AT&T (NYSE: T) is on track with completing the upgrades to its last mile network to support both new U-verse video and broadband customers and new fiber-based connections as part of its Project VIP initiative.

John Stankey AT&T

Stankey

That was the message at the Bank of America Merrill Lynch Media, Communications and Entertainment Conference, where John Stankey, group president and chief strategy officer for AT&T, told investors that it still has work to do on the wireline portion.

"We're on pace with everything we said we wanted to do on the business side with fiber to the building," Stankey said. "We're on pace with everything we said we wanted to do in additional U-verse coverage as well as additional broadband coverage on the consumer side."

While he did not provide specific numbers, Stankey said that the company is seeing positive take-up of fiber-based business services and U-verse services in the areas it rolled out service.

"The penetration assumptions we made in the business case are tracking to our expectations," Stankey said. "The ARPUs are tracking to our expectations and in some cases we're ahead of plan so we feel really good that the validation of investing in broadband and investing in additional bandwidth and infrastructure was the right thing to do and is bearing the fruits we need to do with it."

One of the key elements of driving out costs in the Project VIP initiative is its ongoing migration of business customers from TDM to IP-based services.

"We've had really good success getting the plans built and we're starting to see the momentum in the enterprise space moving customers off those legacy services," Stankey said. "You're seeing that in our quarterly reporting of our growth in strategic services."

Each quarter the service provider continues to see the benefits of the legacy-to-IP service transition with the adoption of strategic services such as cloud and Ethernet.

Evidence of this trend took place during the second-quarter earnings season.

Despite seeing second-quarter overall business services decline 2.9 percent to $8.7 billion, AT&T reported next-gen business services--including VPNs, Ethernet, cloud, Ethernet, U-verse and security services--grew 13.5 percent versus the year-earlier quarter.
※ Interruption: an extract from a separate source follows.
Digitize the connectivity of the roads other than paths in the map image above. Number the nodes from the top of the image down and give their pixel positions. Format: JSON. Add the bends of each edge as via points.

The service provider is also moving ahead with its two TDM-to-IP market trials in Alabama and Florida that it began in February.
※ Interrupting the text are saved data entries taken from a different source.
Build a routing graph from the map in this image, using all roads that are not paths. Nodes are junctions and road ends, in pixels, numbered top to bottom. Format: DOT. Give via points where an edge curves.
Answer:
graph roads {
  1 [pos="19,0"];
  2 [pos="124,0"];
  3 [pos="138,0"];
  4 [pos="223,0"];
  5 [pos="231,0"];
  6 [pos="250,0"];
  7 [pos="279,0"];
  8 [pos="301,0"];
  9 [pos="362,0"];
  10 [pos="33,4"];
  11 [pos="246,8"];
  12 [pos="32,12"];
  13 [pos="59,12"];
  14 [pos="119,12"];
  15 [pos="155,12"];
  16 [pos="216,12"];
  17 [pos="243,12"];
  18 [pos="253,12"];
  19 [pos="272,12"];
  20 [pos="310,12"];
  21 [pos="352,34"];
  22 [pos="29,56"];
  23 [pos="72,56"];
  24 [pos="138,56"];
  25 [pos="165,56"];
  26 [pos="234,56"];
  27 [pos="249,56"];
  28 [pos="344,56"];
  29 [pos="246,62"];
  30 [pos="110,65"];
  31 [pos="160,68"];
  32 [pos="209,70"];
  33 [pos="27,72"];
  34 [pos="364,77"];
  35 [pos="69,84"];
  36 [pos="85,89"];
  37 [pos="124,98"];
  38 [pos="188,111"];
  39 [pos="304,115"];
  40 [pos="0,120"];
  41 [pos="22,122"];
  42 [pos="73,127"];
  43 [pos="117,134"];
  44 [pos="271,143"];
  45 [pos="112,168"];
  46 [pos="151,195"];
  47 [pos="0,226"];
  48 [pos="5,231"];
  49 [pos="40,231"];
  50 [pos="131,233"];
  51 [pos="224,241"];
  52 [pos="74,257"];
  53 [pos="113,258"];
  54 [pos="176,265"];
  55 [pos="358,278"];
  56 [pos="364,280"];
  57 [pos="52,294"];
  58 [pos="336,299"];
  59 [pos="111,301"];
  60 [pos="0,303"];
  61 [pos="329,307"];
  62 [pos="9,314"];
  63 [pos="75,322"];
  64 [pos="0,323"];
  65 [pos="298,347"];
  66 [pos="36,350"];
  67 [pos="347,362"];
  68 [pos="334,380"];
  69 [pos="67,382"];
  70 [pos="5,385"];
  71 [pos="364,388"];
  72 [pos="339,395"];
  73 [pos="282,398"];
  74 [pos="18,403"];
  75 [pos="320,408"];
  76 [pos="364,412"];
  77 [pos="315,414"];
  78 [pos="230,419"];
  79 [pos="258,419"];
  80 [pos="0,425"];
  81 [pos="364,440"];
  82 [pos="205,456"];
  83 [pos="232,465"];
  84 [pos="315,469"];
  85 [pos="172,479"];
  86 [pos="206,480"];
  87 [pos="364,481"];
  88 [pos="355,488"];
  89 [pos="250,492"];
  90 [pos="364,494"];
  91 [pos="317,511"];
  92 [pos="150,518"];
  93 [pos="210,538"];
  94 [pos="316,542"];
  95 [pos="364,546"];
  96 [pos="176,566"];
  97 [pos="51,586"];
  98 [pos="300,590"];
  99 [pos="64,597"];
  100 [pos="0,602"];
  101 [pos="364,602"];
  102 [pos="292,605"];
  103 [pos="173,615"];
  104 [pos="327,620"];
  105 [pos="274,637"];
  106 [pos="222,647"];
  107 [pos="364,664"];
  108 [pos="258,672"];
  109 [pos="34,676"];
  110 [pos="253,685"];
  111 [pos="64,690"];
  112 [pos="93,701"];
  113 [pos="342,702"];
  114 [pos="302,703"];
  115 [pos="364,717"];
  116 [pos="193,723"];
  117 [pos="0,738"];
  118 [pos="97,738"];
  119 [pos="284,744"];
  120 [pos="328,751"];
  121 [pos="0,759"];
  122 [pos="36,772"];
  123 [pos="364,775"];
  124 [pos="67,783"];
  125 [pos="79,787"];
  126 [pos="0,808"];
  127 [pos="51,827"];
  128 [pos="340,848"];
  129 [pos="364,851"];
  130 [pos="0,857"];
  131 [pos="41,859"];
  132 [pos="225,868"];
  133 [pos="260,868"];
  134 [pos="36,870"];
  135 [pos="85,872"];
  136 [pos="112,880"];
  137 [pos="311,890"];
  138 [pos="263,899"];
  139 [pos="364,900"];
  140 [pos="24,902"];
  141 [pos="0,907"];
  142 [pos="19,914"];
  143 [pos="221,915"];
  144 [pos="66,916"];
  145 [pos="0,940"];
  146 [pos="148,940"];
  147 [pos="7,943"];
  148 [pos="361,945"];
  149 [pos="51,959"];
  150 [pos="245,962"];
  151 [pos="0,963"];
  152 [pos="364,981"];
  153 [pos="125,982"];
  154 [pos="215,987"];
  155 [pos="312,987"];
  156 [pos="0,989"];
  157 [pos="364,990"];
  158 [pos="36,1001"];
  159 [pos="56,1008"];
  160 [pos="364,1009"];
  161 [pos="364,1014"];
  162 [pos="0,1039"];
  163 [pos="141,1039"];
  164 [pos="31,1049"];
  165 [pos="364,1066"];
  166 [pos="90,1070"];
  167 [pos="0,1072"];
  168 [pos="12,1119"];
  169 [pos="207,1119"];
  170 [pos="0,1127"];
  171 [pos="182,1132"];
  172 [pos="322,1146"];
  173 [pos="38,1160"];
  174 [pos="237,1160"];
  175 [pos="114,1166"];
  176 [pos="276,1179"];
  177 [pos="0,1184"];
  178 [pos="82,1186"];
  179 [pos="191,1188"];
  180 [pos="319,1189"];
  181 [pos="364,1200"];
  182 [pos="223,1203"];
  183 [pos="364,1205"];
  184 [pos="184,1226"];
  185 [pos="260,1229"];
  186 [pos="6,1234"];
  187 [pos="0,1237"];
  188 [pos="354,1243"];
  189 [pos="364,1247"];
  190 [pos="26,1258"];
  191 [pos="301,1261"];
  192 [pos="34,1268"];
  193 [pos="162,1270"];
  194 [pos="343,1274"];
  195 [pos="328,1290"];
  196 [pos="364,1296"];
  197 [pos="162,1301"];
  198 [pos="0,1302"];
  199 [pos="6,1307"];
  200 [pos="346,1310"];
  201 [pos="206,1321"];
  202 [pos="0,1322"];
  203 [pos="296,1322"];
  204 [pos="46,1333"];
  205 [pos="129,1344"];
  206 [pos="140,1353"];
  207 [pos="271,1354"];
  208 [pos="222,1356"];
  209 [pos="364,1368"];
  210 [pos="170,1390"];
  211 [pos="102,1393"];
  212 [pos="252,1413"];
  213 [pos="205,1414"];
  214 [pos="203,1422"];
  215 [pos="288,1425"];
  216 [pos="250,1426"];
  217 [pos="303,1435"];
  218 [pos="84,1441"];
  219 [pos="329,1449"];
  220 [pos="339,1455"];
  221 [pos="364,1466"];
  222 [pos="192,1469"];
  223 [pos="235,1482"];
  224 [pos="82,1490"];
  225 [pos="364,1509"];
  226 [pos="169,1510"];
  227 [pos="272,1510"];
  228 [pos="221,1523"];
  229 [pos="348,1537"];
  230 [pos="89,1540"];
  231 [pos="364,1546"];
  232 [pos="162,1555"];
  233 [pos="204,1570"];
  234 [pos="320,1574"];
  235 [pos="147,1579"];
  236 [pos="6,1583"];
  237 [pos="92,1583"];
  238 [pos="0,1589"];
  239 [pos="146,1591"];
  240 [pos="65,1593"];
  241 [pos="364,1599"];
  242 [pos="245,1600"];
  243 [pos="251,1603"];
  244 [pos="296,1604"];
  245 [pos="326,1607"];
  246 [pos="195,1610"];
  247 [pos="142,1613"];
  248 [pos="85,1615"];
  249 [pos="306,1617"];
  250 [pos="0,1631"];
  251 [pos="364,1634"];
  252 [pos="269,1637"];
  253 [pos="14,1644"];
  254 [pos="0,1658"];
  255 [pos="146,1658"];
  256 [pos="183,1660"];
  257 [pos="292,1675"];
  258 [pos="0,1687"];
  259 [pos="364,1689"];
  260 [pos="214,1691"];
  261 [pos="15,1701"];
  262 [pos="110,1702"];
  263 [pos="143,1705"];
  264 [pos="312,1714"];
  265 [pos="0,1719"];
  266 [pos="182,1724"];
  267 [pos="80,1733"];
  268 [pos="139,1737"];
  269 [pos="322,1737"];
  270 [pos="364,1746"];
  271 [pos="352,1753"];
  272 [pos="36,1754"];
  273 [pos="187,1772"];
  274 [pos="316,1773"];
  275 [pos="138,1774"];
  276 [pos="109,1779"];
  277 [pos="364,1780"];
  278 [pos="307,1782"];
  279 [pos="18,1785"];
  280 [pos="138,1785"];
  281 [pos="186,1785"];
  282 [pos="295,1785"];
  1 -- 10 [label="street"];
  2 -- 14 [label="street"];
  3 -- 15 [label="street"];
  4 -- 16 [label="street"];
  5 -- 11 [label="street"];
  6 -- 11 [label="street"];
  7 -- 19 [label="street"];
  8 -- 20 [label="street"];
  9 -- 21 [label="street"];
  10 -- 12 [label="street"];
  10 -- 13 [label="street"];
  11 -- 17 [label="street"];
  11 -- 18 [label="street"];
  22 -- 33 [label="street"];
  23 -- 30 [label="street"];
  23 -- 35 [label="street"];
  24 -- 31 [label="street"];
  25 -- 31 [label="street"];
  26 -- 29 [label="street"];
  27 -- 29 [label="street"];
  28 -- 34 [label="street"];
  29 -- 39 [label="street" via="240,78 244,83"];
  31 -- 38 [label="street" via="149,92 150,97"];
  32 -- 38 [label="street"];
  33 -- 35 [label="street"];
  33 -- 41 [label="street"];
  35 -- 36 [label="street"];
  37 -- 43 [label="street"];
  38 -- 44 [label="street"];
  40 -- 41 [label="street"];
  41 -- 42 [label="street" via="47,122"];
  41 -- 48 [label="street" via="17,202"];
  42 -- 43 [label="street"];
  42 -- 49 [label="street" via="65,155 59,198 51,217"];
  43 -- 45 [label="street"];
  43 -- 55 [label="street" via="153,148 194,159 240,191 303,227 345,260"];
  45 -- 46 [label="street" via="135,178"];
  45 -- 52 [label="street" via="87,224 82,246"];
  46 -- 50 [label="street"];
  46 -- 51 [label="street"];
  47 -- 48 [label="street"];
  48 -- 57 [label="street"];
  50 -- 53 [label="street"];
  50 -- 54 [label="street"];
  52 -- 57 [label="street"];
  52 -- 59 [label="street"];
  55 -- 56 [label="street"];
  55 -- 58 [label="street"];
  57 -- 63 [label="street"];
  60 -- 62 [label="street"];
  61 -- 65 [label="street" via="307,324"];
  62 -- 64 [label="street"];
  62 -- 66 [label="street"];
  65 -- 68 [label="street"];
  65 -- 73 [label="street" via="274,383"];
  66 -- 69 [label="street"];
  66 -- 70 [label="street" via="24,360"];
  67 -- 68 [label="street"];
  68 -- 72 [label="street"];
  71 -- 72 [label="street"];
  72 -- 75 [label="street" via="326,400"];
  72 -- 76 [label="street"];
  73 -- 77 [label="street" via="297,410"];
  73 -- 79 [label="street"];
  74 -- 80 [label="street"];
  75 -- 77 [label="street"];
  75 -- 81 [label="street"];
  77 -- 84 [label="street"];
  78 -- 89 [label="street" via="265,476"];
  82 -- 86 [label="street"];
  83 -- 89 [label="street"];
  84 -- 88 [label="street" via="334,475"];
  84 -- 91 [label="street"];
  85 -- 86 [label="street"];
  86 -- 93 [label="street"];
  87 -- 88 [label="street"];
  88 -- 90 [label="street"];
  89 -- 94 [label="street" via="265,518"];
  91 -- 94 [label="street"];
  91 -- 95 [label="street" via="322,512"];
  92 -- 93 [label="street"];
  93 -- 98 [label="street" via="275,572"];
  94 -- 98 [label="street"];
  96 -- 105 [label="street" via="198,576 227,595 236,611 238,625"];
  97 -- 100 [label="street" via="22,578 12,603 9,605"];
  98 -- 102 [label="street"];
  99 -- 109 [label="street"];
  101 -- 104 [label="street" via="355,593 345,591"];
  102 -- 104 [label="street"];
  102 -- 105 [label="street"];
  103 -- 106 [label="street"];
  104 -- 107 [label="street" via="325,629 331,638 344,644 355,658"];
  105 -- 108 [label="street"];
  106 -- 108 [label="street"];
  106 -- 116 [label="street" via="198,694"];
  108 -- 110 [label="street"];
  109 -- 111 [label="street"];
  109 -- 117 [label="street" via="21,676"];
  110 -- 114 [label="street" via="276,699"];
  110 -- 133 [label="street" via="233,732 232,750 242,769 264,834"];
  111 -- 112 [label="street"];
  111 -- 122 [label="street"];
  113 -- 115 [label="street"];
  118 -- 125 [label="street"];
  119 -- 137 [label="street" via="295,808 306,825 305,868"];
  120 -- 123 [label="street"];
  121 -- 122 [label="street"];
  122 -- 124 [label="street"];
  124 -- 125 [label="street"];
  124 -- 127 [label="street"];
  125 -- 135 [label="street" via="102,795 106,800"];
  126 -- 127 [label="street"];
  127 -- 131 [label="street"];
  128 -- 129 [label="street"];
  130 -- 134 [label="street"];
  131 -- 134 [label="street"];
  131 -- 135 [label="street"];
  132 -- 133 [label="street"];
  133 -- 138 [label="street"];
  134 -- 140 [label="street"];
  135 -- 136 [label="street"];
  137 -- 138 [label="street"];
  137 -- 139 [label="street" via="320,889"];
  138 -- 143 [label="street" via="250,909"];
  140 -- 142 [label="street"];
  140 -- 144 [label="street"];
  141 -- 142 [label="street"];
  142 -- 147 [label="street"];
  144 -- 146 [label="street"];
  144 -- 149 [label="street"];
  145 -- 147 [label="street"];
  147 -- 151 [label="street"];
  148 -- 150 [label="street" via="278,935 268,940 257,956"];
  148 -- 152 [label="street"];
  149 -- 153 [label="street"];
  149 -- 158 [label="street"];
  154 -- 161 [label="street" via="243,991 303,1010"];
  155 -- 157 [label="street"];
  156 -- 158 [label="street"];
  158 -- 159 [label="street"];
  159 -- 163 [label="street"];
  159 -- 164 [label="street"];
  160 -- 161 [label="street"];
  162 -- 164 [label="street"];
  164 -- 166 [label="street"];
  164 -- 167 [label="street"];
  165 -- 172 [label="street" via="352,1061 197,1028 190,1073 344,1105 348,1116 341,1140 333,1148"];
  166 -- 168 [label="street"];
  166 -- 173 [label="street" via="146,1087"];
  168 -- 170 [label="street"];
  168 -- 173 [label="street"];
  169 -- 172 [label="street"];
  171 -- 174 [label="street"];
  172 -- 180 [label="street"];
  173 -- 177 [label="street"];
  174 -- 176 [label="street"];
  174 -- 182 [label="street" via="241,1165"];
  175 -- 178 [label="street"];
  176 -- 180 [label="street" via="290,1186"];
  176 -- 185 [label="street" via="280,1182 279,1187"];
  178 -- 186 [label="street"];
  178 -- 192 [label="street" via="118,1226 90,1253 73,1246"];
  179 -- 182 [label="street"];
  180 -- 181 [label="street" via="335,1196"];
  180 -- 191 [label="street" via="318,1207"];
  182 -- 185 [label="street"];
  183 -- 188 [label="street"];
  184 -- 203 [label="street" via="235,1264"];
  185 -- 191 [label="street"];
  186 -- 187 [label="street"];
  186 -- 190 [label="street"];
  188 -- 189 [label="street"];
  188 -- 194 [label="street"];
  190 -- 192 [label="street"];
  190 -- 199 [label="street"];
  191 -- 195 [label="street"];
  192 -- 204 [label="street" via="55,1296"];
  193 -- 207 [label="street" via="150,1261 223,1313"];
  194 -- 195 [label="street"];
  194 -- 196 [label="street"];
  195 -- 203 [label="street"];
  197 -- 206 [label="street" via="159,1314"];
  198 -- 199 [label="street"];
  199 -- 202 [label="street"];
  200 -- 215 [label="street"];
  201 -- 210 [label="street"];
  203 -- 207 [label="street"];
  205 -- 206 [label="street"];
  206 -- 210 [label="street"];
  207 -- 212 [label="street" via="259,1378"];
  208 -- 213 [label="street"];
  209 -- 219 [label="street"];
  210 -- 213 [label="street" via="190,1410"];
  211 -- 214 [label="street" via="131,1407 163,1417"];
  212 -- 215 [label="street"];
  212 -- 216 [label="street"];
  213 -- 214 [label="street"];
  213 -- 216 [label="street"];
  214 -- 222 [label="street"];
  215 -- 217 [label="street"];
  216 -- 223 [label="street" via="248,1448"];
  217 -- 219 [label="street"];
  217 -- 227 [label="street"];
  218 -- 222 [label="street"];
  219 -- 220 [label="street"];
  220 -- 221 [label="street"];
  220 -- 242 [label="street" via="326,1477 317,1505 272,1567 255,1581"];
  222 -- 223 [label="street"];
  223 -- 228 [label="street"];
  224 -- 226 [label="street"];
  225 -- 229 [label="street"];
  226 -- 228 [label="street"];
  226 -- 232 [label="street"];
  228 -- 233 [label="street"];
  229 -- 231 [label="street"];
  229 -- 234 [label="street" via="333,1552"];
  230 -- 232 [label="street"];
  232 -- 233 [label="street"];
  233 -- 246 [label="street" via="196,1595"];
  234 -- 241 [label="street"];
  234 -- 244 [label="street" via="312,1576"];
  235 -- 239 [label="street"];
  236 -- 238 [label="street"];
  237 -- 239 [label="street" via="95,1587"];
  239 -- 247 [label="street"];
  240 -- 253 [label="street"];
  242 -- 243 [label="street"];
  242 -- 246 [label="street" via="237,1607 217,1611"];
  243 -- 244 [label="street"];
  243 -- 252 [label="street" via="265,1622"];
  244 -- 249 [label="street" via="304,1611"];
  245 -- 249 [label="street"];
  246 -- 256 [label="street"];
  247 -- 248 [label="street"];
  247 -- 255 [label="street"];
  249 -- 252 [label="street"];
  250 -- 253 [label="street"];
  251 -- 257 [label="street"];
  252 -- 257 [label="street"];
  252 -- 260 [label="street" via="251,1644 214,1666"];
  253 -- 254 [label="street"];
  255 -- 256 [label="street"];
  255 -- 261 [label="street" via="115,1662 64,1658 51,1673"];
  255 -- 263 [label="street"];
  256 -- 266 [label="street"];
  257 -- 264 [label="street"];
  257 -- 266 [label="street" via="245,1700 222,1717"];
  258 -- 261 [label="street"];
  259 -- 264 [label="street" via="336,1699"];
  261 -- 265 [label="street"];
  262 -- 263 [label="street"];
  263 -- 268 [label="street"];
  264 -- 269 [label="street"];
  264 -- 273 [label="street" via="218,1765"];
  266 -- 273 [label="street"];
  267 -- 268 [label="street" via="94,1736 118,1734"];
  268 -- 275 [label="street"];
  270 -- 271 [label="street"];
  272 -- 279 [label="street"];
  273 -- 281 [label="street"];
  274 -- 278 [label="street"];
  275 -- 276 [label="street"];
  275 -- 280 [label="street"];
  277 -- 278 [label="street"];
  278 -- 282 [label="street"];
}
These tests are designed to give the FCC more information on permitting AT&T and other traditional telcos to stop offering traditional wireline POTS service as more residential customers migrate toward wireless and over-the-top IP-based VoIP providers like Vonage (NYSE: VG) and Skype for voice service.  

"We're in the middle of the trials with the FCC and each state has a different view on it," Stankey said. "In my view, both technology and customer interest is on the right side of this ultimately happening, but we need to finish the work with the regulators of the actual rule set on how you shut down the TDM infrastructure once and for all and changing the cost structure."